America's Hidden Counterterrorism Operations in Africa
Matthew Petti
Security, Africa
The Lead Inspector General has released a declassified report on U.S. military contingency operations in Africa for the first time.
No one knows how much the U.S. military is spending on its secretive operations in Africa, a new report by the Lead Inspector General revealed.
U.S. forces have been engaged in missions to “degrade” violent extremist organizations—including the Islamic State and Al Qaeda—across East Africa and North and West Africa for years. But the public has rarely gotten a glimpse of the secretive U.S. military interventions on the continent, and the Lead Inspector General’s quarterly reports to Congress on the topic have been classified since the government watchdog began investigating these operations in 2018.
On Tuesday, the Lead Inspector General released its first-ever declassified report on U.S. counterterrorism operations in Africa. The report revealed that these operations are failing to stem the tide of terrorism—and even the government’s own investigators don’t know how much they cost.
U.S. Africa Command (USAFRICOM) forces are involved in training missions across the continent. They also accompany the Somali National Army on counterterrorism missions, strike at Islamic State forces involved in the Libyan Civil War, and “conduct engagements, exercises, and limited operations” in the Sahel and Lake Chad.
Public scrutiny towards these missions has been growing over the past month. Three Americans were killed in an attack on a Kenyan air base on January 5, and the Senate called on AFRICOM commander Gen.

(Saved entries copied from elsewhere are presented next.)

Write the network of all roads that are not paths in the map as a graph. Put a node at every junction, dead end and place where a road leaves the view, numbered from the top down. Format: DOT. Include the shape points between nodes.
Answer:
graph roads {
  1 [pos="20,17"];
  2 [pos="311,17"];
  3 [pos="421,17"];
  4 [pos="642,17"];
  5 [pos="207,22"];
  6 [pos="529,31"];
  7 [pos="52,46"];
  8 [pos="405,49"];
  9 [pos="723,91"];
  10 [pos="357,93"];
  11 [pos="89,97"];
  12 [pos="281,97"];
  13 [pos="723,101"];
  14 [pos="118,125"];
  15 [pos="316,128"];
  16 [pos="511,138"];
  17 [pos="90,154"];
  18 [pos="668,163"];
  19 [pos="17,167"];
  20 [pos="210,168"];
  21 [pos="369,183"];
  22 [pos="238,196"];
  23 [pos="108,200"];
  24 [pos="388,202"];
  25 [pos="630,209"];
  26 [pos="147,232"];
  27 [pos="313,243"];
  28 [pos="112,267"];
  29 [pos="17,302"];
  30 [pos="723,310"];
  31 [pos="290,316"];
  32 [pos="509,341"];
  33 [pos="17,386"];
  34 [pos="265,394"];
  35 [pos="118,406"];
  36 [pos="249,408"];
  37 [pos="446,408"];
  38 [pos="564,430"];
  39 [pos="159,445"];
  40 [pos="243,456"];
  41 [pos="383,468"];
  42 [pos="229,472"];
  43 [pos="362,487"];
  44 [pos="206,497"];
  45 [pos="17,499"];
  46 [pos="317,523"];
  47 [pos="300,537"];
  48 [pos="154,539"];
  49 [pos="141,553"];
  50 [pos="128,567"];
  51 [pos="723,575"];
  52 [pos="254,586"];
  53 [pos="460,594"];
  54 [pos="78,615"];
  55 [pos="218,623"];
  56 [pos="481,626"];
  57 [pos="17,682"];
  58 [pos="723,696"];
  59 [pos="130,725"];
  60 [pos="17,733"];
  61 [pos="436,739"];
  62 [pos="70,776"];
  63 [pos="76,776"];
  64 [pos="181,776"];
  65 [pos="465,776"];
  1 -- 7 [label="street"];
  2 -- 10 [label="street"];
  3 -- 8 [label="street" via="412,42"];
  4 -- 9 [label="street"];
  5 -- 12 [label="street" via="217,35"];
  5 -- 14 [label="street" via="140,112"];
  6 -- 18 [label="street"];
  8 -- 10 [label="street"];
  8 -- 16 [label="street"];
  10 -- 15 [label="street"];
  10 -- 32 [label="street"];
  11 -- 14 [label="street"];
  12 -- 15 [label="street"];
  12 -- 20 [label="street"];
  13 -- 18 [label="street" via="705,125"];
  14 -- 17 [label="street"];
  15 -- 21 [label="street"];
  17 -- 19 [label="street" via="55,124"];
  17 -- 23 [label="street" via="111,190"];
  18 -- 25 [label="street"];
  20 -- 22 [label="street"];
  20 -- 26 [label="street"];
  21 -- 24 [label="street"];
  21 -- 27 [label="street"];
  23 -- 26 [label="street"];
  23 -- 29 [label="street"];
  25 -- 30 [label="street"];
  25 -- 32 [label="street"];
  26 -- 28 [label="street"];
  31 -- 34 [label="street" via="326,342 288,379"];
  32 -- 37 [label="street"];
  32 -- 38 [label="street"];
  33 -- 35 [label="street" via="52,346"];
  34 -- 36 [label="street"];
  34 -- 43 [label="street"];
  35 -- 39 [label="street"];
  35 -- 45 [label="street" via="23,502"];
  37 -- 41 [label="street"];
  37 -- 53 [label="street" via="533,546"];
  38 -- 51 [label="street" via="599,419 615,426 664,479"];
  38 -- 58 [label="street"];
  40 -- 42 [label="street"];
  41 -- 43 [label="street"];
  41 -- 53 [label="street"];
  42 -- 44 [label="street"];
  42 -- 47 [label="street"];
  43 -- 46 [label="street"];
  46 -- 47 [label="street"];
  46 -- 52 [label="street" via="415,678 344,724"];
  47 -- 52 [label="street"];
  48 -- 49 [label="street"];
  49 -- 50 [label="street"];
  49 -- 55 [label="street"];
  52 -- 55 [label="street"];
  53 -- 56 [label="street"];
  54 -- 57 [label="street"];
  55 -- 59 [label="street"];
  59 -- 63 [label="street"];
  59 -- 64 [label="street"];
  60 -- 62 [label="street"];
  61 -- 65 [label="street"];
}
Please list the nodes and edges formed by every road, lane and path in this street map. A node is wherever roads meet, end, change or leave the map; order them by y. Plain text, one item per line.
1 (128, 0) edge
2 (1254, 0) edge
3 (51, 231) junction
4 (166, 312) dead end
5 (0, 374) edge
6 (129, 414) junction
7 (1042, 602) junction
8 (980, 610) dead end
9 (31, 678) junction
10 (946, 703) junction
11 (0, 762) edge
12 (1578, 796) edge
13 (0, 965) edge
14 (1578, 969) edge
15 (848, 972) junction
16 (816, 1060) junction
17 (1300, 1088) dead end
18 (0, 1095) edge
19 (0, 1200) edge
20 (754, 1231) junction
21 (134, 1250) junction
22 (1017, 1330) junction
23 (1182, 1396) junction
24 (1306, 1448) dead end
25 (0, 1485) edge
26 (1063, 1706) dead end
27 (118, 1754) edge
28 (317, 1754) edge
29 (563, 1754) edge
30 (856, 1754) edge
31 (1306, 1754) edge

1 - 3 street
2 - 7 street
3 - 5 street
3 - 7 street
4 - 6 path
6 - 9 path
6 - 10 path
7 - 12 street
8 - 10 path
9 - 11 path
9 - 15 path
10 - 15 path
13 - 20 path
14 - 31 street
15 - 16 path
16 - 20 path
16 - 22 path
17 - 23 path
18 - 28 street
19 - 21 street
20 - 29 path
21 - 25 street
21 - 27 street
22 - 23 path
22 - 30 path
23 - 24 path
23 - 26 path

Stephen J. Townsend to testify on January 20.
The Department of Defense is reportedly considering drawing down the U.S. presence in Africa, although Secretary of Defense Mark Esper told reporters on January 30 that “our combatant command reviews are still ongoing and no decision has been made.”
Overall, about six thousand U.S. military personnel are deployed in Africa, Townsend told the Senate, which represents “a bargain for the American taxpayer and low-cost insurance for America in that region.”
But it’s impossible to tell how much these forces actually cost.